**WORK REQUIRED:**
Copy every entry below exactly as it appears, leaving out the images.

INFORMATION PROVIDED START

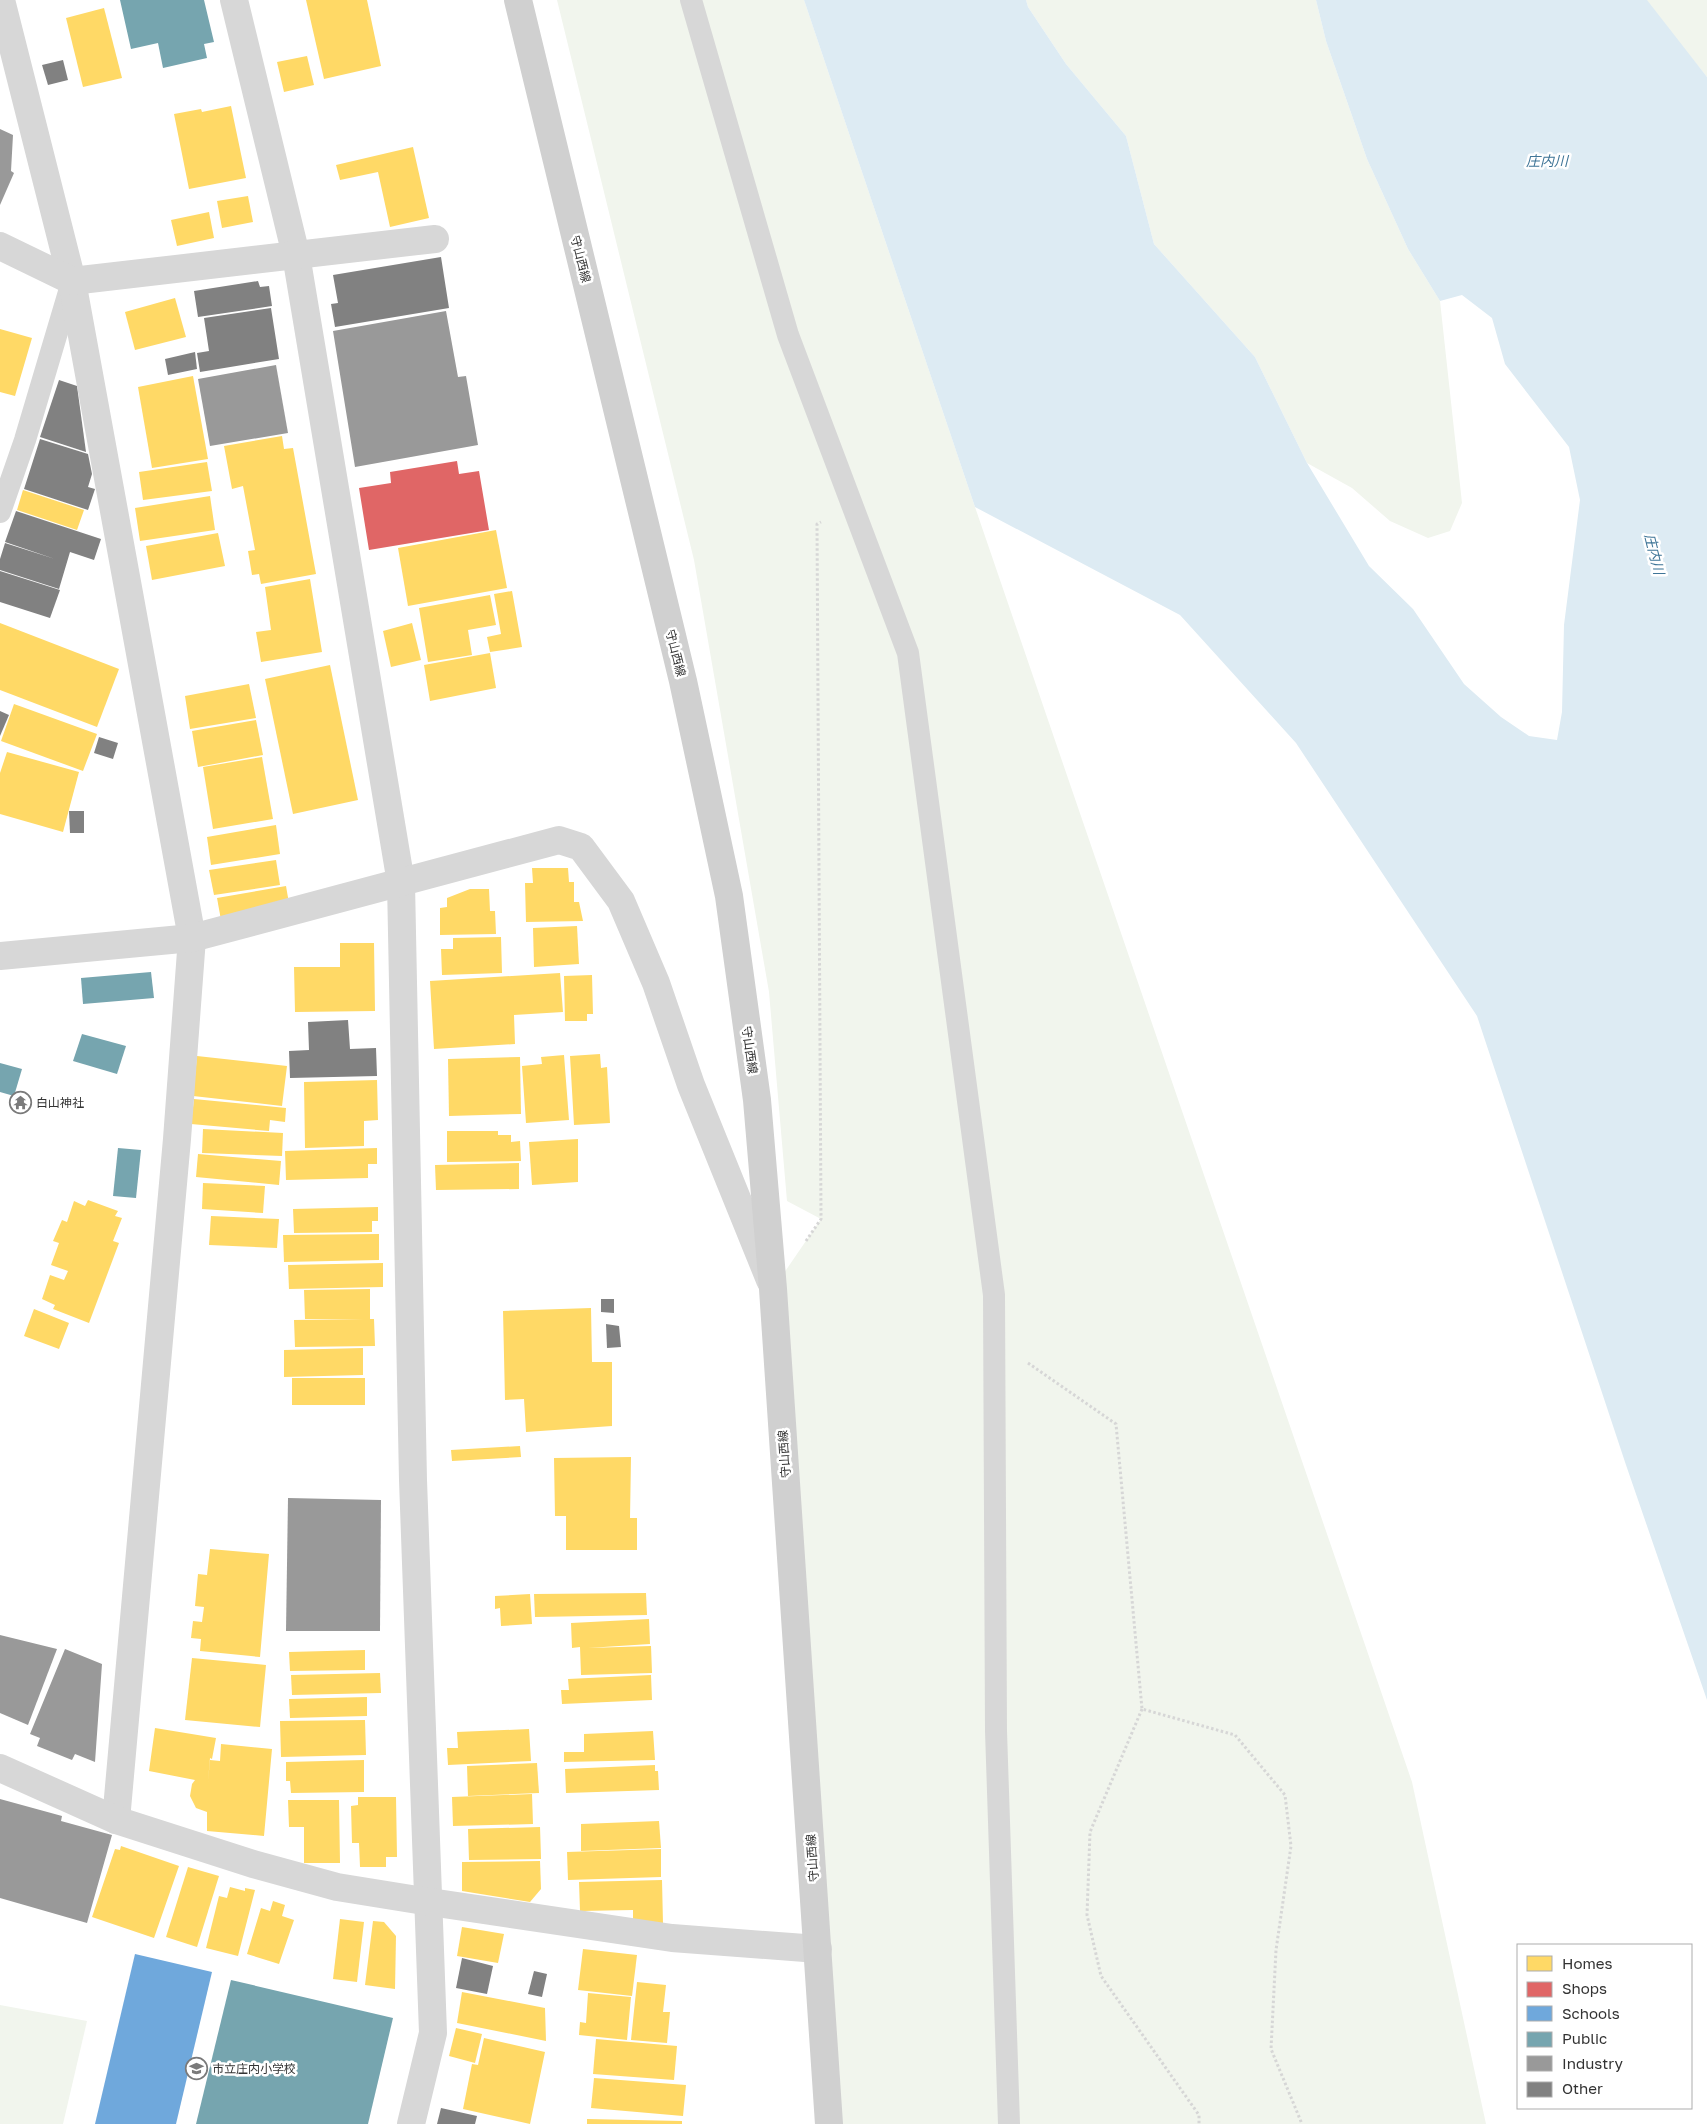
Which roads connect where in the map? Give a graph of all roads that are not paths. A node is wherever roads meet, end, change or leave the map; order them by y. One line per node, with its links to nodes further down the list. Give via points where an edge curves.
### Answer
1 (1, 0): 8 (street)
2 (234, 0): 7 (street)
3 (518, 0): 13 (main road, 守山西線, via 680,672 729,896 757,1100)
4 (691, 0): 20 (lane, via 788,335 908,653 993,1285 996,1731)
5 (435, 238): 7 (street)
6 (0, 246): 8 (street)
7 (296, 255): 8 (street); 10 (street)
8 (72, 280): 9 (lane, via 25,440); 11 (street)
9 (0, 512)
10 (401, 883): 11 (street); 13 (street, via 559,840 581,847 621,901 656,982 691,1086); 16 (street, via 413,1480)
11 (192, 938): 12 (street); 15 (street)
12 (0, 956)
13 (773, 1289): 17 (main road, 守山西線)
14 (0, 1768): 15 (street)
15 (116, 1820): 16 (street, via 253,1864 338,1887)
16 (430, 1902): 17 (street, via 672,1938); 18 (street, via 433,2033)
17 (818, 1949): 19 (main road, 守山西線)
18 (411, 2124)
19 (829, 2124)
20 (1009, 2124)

INFORMATION PROVIDED END

**WRITTEN SOLUTION:**
Which roads connect where in the map? Give a graph of all roads that are not paths. A node is wherever roads meet, end, change or leave the map; order them by y. One line per node, with its links to nodes further down the list. Give via points where an edge curves.
### Answer
1 (1, 0): 8 (street)
2 (234, 0): 7 (street)
3 (518, 0): 13 (main road, 守山西線, via 680,672 729,896 757,1100)
4 (691, 0): 20 (lane, via 788,335 908,653 993,1285 996,1731)
5 (435, 238): 7 (street)
6 (0, 246): 8 (street)
7 (296, 255): 8 (street); 10 (street)
8 (72, 280): 9 (lane, via 25,440); 11 (street)
9 (0, 512)
10 (401, 883): 11 (street); 13 (street, via 559,840 581,847 621,901 656,982 691,1086); 16 (street, via 413,1480)
11 (192, 938): 12 (street); 15 (street)
12 (0, 956)
13 (773, 1289): 17 (main road, 守山西線)
14 (0, 1768): 15 (street)
15 (116, 1820): 16 (street, via 253,1864 338,1887)
16 (430, 1902): 17 (street, via 672,1938); 18 (street, via 433,2033)
17 (818, 1949): 19 (main road, 守山西線)
18 (411, 2124)
19 (829, 2124)
20 (1009, 2124)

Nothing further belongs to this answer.